§ **TASK TO COMPLETE**
Which of the lines below mention the word "North"? Pull each one out.

§ **RECORDS TO USE**
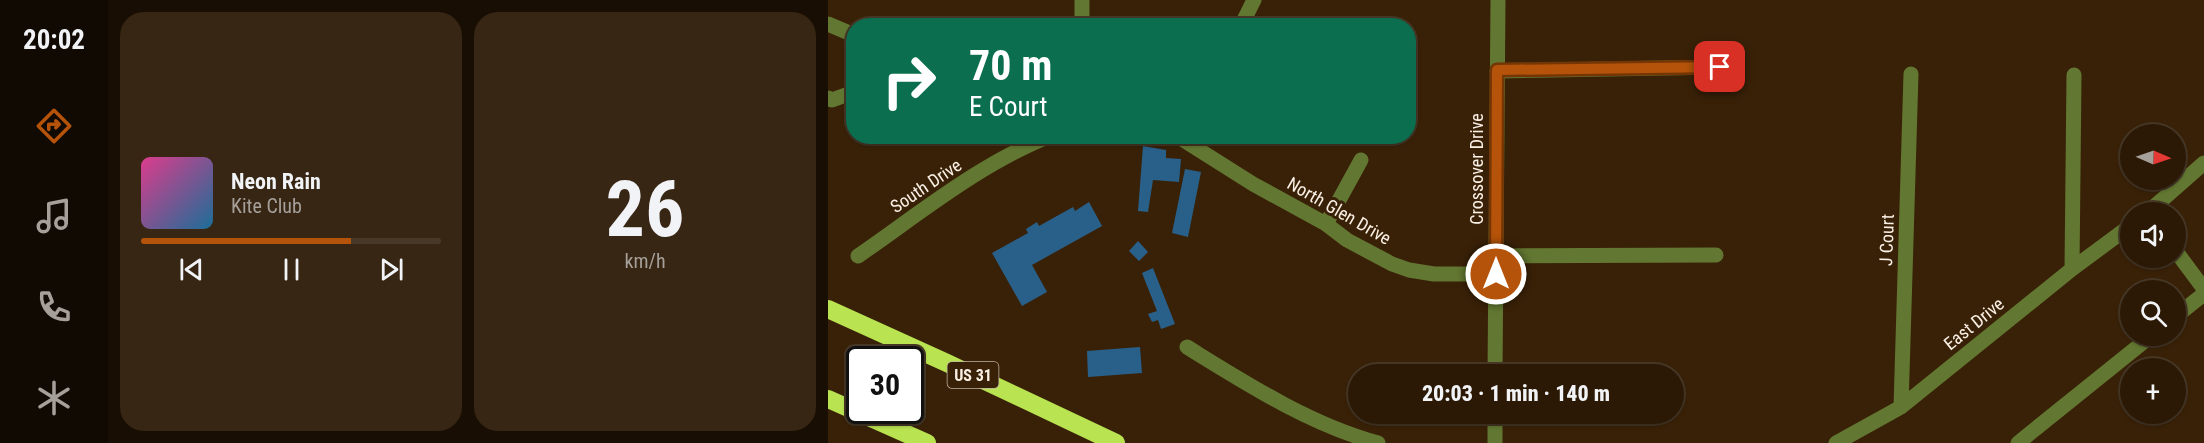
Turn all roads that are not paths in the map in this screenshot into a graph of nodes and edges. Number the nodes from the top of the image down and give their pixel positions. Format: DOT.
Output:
graph roads {
  1 [pos="1082,0"];
  2 [pos="1254,0"];
  3 [pos="1498,0"];
  4 [pos="1082,18"];
  5 [pos="1244,18"];
  6 [pos="828,24"];
  7 [pos="846,32"];
  8 [pos="1720,67"];
  9 [pos="1497,70"];
  10 [pos="1911,74"];
  11 [pos="2074,75"];
  12 [pos="846,95"];
  13 [pos="828,98"];
  14 [pos="1030,144"];
  15 [pos="1190,144"];
  16 [pos="1361,160"];
  17 [pos="2204,163"];
  18 [pos="2160,202"];
  19 [pos="1326,224"];
  20 [pos="2120,233"];
  21 [pos="1716,255"];
  22 [pos="858,256"];
  23 [pos="1496,256"];
  24 [pos="2186,265"];
  25 [pos="2072,269"];
  26 [pos="1496,274"];
  27 [pos="2204,289"];
  28 [pos="2204,294"];
  29 [pos="2186,308"];
  30 [pos="828,309"];
  31 [pos="2139,346"];
  32 [pos="1187,347"];
  33 [pos="1495,364"];
  34 [pos="828,399"];
  35 [pos="1901,407"];
  36 [pos="1495,424"];
  37 [pos="927,443"];
  38 [pos="1116,443"];
  39 [pos="1378,443"];
  40 [pos="1495,443"];
  41 [pos="1836,443"];
  42 [pos="2018,443"];
  1 -- 4 [label="street"];
  2 -- 5 [label="street"];
  3 -- 9 [label="street, Crossover Drive"];
  6 -- 7 [label="street"];
  8 -- 9 [label="street"];
  9 -- 23 [label="street, Crossover Drive"];
  10 -- 35 [label="street, J Court"];
  11 -- 25 [label="street"];
  12 -- 13 [label="street"];
  14 -- 22 [label="street, South Drive"];
  15 -- 19 [label="street, North Glen Drive"];
  16 -- 19 [label="street"];
  17 -- 18 [label="street"];
  19 -- 26 [label="street, North Glen Drive"];
  20 -- 25 [label="street, East Drive"];
  21 -- 23 [label="street"];
  23 -- 26 [label="street, Crossover Drive"];
  24 -- 27 [label="street"];
  25 -- 35 [label="street, East Drive"];
  26 -- 33 [label="street, Crossover Drive"];
  28 -- 29 [label="street"];
  30 -- 38 [label="highway, US 31"];
  31 -- 42 [label="street"];
  32 -- 39 [label="street"];
  34 -- 37 [label="highway"];
  35 -- 41 [label="street, East Drive"];
  36 -- 40 [label="street"];
}
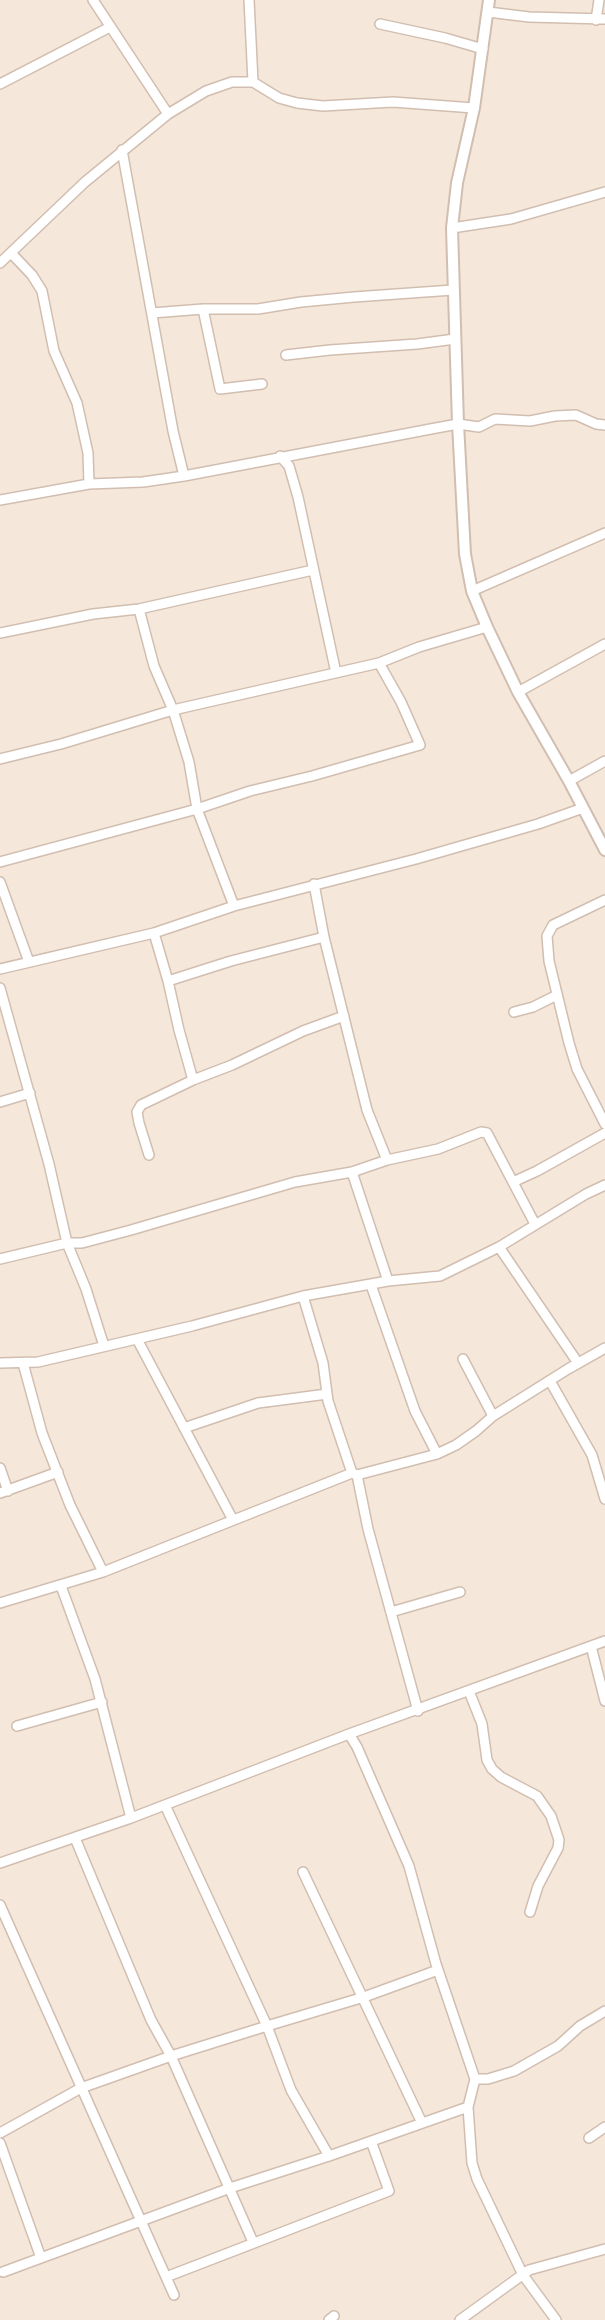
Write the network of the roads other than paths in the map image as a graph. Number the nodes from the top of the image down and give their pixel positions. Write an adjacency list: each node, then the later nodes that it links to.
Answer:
1 (93, 0): 7 (street)
2 (249, 0): 9 (street)
3 (599, 0): 5 (street)
4 (488, 6): 5 (street); 8 (street)
5 (600, 19)
6 (380, 24): 8 (street)
7 (110, 27): 10 (street); 12 (street)
8 (483, 49): 11 (street)
9 (253, 82): 11 (street); 12 (street)
10 (0, 84)
11 (474, 108): 15 (street)
12 (168, 114): 13 (street)
13 (122, 150): 16 (street); 20 (street)
14 (605, 192): 15 (street)
15 (452, 228): 18 (street)
16 (11, 253): 17 (street); 30 (street)
17 (0, 263)
18 (453, 290): 19 (street); 21 (street)
19 (203, 309): 20 (street); 23 (street)
20 (152, 313): 29 (street)
21 (455, 339): 22 (street); 24 (street)
22 (286, 355)
23 (262, 384)
24 (458, 424): 25 (street); 26 (street); 34 (street)
25 (605, 425)
26 (292, 454): 27 (street); 28 (street)
27 (280, 456): 28 (street); 29 (street)
28 (289, 466): 33 (street)
29 (184, 476): 30 (street)
30 (89, 484): 31 (street)
31 (0, 500)
32 (605, 533): 34 (street)
33 (313, 570): 35 (street); 40 (street)
34 (472, 591): 36 (street)
35 (139, 609): 37 (street); 42 (street)
36 (487, 628): 39 (street); 41 (street)
37 (0, 633)
38 (605, 644): 41 (street)
39 (379, 663): 40 (street); 47 (street)
40 (336, 673): 42 (street)
41 (517, 692): 45 (street)
42 (173, 710): 43 (street); 47 (street)
43 (0, 759)
44 (605, 761): 45 (street)
45 (569, 781): 46 (street)
46 (583, 808): 48 (street); 51 (street)
47 (197, 809): 49 (street); 53 (street)
48 (605, 850)
49 (0, 862)
50 (0, 882): 56 (street)
51 (314, 884): 53 (street); 55 (street)
52 (605, 900): 60 (street)
53 (234, 906): 54 (street)
54 (154, 933): 56 (street); 58 (street)
55 (324, 937): 58 (street); 62 (street)
56 (29, 962): 57 (street)
57 (0, 969)
58 (168, 981): 63 (street)
59 (0, 988): 64 (street)
60 (557, 995): 61 (street); 66 (street)
61 (514, 1012)
62 (344, 1016): 63 (street); 69 (street)
63 (193, 1080): 68 (street)
64 (30, 1093): 65 (street); 74 (street)
65 (0, 1102)
66 (605, 1124)
67 (605, 1133): 71 (street)
68 (149, 1155)
69 (387, 1160): 70 (street); 71 (street)
70 (352, 1172): 74 (street); 77 (street)
71 (513, 1182): 73 (street)
72 (605, 1185): 73 (street)
73 (536, 1224): 75 (street)
74 (67, 1243): 76 (street); 81 (street)
75 (499, 1247): 77 (street); 86 (street)
76 (0, 1259)
77 (388, 1280): 78 (street)
78 (371, 1285): 79 (street); 91 (street)
79 (303, 1296): 80 (street); 88 (street)
80 (137, 1339): 81 (street); 90 (street)
81 (104, 1346): 85 (street)
82 (604, 1350): 86 (street)
83 (463, 1359): 89 (street)
84 (0, 1363): 85 (street)
85 (23, 1363): 93 (street)
86 (578, 1363): 87 (street)
87 (550, 1381): 89 (street); 95 (street)
88 (327, 1394): 90 (street); 94 (street)
89 (493, 1416): 91 (street)
90 (184, 1428): 98 (street)
91 (437, 1454): 94 (street)
92 (0, 1468): 96 (street)
93 (58, 1472): 96 (street); 99 (street)
94 (355, 1474): 98 (street); 103 (street)
95 (604, 1483): 97 (street)
96 (4, 1492)
97 (605, 1499)
98 (233, 1520): 99 (street)
99 (103, 1572): 100 (street)
100 (61, 1586): 102 (street); 108 (street)
101 (460, 1592): 103 (street)
102 (0, 1603)
103 (391, 1612): 109 (street)
104 (605, 1641): 105 (street)
105 (591, 1646): 106 (street); 107 (street)
106 (469, 1691): 109 (street); 118 (street)
107 (605, 1701)
108 (102, 1702): 110 (street); 113 (street)
109 (418, 1711): 111 (street)
110 (17, 1726)
111 (349, 1734): 112 (street); 119 (street)
112 (166, 1805): 113 (street); 122 (street)
113 (131, 1818): 114 (street)
114 (75, 1838): 115 (street); 123 (street)
115 (0, 1863)
116 (303, 1872): 120 (street)
117 (0, 1905): 125 (street)
118 (530, 1912)
119 (438, 1970): 120 (street); 124 (street)
120 (364, 1997): 122 (street); 127 (street)
121 (605, 2011): 124 (street)
122 (267, 2026): 123 (street); 133 (street)
123 (171, 2056): 125 (street); 134 (street)
124 (475, 2079): 126 (street)
125 (82, 2088): 129 (street); 135 (street)
126 (468, 2107): 127 (street); 140 (street)
127 (422, 2123): 131 (street)
128 (605, 2127): 130 (street)
129 (0, 2133)
130 (589, 2138)
131 (371, 2141): 133 (street); 136 (street)
132 (0, 2143): 138 (street)
133 (329, 2156): 134 (street)
134 (230, 2188): 135 (street); 136 (street)
135 (141, 2221): 138 (street); 141 (street)
136 (253, 2242): 141 (street)
137 (605, 2249): 140 (street)
138 (41, 2258): 139 (street)
139 (4, 2272)
140 (523, 2275): 143 (street); 144 (street)
141 (166, 2277): 142 (street)
142 (174, 2295)
143 (460, 2320)
144 (555, 2320)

§ **EXERCISE RESPONSE**
  15 -- 19 [label="street, North Glen Drive"];
  19 -- 26 [label="street, North Glen Drive"];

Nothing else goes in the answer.